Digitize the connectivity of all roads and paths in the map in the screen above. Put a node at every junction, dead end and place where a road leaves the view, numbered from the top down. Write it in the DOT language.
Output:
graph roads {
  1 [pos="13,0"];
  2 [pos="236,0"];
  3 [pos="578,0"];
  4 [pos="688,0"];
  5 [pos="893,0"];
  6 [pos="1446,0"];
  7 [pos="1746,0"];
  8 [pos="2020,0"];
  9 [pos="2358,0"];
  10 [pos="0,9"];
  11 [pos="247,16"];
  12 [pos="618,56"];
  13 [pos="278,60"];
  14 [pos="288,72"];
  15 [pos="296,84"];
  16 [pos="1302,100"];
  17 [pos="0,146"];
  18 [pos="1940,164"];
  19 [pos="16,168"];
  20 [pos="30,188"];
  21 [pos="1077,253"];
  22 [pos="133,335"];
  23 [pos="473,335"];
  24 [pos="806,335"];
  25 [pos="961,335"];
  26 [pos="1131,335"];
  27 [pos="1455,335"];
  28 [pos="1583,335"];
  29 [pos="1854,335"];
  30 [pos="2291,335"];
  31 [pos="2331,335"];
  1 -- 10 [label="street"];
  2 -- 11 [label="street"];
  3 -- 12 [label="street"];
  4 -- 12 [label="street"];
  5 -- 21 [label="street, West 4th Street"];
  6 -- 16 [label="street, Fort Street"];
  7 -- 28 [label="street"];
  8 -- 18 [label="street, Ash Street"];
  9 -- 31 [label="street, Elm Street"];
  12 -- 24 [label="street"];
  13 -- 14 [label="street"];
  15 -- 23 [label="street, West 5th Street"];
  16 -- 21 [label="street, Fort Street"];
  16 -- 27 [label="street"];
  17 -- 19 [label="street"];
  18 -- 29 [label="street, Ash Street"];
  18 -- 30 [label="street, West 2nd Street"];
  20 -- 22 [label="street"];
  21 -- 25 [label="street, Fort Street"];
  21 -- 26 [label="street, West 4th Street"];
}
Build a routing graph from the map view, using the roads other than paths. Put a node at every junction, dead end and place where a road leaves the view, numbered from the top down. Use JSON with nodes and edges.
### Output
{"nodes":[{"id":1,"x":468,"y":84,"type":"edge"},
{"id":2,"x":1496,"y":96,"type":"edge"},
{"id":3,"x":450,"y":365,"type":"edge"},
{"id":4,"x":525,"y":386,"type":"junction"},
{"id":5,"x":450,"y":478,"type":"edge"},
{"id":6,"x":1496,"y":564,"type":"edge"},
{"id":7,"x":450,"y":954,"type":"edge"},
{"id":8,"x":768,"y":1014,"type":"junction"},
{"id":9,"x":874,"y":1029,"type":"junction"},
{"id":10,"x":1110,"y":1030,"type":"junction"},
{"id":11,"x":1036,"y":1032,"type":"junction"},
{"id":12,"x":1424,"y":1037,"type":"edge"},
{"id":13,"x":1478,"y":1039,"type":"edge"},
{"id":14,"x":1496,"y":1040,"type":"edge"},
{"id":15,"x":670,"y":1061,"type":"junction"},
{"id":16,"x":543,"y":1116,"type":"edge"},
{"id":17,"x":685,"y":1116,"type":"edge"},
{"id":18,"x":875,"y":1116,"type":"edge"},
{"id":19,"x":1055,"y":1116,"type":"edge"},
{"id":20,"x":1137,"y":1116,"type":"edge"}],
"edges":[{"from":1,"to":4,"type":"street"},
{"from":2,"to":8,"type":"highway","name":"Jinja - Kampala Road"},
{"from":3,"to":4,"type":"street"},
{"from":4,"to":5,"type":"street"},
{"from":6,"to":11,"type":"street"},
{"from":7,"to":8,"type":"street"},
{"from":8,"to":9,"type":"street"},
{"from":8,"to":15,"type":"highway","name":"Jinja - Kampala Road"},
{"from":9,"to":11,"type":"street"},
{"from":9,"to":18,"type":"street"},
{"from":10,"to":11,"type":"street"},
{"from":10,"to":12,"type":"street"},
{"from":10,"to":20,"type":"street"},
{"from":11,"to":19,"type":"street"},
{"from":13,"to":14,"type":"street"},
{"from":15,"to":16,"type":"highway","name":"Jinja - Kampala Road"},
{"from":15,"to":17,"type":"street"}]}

# [INSTRUCTIONS TO FOLLOW]
Give back the listing above exactly as written.

# [ANSWER FOR THIS EXERCISE]
Digitize the connectivity of all roads and paths in the map in the screen above. Put a node at every junction, dead end and place where a road leaves the view, numbered from the top down. Write it in the DOT language.
Output:
graph roads {
  1 [pos="13,0"];
  2 [pos="236,0"];
  3 [pos="578,0"];
  4 [pos="688,0"];
  5 [pos="893,0"];
  6 [pos="1446,0"];
  7 [pos="1746,0"];
  8 [pos="2020,0"];
  9 [pos="2358,0"];
  10 [pos="0,9"];
  11 [pos="247,16"];
  12 [pos="618,56"];
  13 [pos="278,60"];
  14 [pos="288,72"];
  15 [pos="296,84"];
  16 [pos="1302,100"];
  17 [pos="0,146"];
  18 [pos="1940,164"];
  19 [pos="16,168"];
  20 [pos="30,188"];
  21 [pos="1077,253"];
  22 [pos="133,335"];
  23 [pos="473,335"];
  24 [pos="806,335"];
  25 [pos="961,335"];
  26 [pos="1131,335"];
  27 [pos="1455,335"];
  28 [pos="1583,335"];
  29 [pos="1854,335"];
  30 [pos="2291,335"];
  31 [pos="2331,335"];
  1 -- 10 [label="street"];
  2 -- 11 [label="street"];
  3 -- 12 [label="street"];
  4 -- 12 [label="street"];
  5 -- 21 [label="street, West 4th Street"];
  6 -- 16 [label="street, Fort Street"];
  7 -- 28 [label="street"];
  8 -- 18 [label="street, Ash Street"];
  9 -- 31 [label="street, Elm Street"];
  12 -- 24 [label="street"];
  13 -- 14 [label="street"];
  15 -- 23 [label="street, West 5th Street"];
  16 -- 21 [label="street, Fort Street"];
  16 -- 27 [label="street"];
  17 -- 19 [label="street"];
  18 -- 29 [label="street, Ash Street"];
  18 -- 30 [label="street, West 2nd Street"];
  20 -- 22 [label="street"];
  21 -- 25 [label="street, Fort Street"];
  21 -- 26 [label="street, West 4th Street"];
}
Build a routing graph from the map view, using the roads other than paths. Put a node at every junction, dead end and place where a road leaves the view, numbered from the top down. Use JSON with nodes and edges.
### Output
{"nodes":[{"id":1,"x":468,"y":84,"type":"edge"},
{"id":2,"x":1496,"y":96,"type":"edge"},
{"id":3,"x":450,"y":365,"type":"edge"},
{"id":4,"x":525,"y":386,"type":"junction"},
{"id":5,"x":450,"y":478,"type":"edge"},
{"id":6,"x":1496,"y":564,"type":"edge"},
{"id":7,"x":450,"y":954,"type":"edge"},
{"id":8,"x":768,"y":1014,"type":"junction"},
{"id":9,"x":874,"y":1029,"type":"junction"},
{"id":10,"x":1110,"y":1030,"type":"junction"},
{"id":11,"x":1036,"y":1032,"type":"junction"},
{"id":12,"x":1424,"y":1037,"type":"edge"},
{"id":13,"x":1478,"y":1039,"type":"edge"},
{"id":14,"x":1496,"y":1040,"type":"edge"},
{"id":15,"x":670,"y":1061,"type":"junction"},
{"id":16,"x":543,"y":1116,"type":"edge"},
{"id":17,"x":685,"y":1116,"type":"edge"},
{"id":18,"x":875,"y":1116,"type":"edge"},
{"id":19,"x":1055,"y":1116,"type":"edge"},
{"id":20,"x":1137,"y":1116,"type":"edge"}],
"edges":[{"from":1,"to":4,"type":"street"},
{"from":2,"to":8,"type":"highway","name":"Jinja - Kampala Road"},
{"from":3,"to":4,"type":"street"},
{"from":4,"to":5,"type":"street"},
{"from":6,"to":11,"type":"street"},
{"from":7,"to":8,"type":"street"},
{"from":8,"to":9,"type":"street"},
{"from":8,"to":15,"type":"highway","name":"Jinja - Kampala Road"},
{"from":9,"to":11,"type":"street"},
{"from":9,"to":18,"type":"street"},
{"from":10,"to":11,"type":"street"},
{"from":10,"to":12,"type":"street"},
{"from":10,"to":20,"type":"street"},
{"from":11,"to":19,"type":"street"},
{"from":13,"to":14,"type":"street"},
{"from":15,"to":16,"type":"highway","name":"Jinja - Kampala Road"},
{"from":15,"to":17,"type":"street"}]}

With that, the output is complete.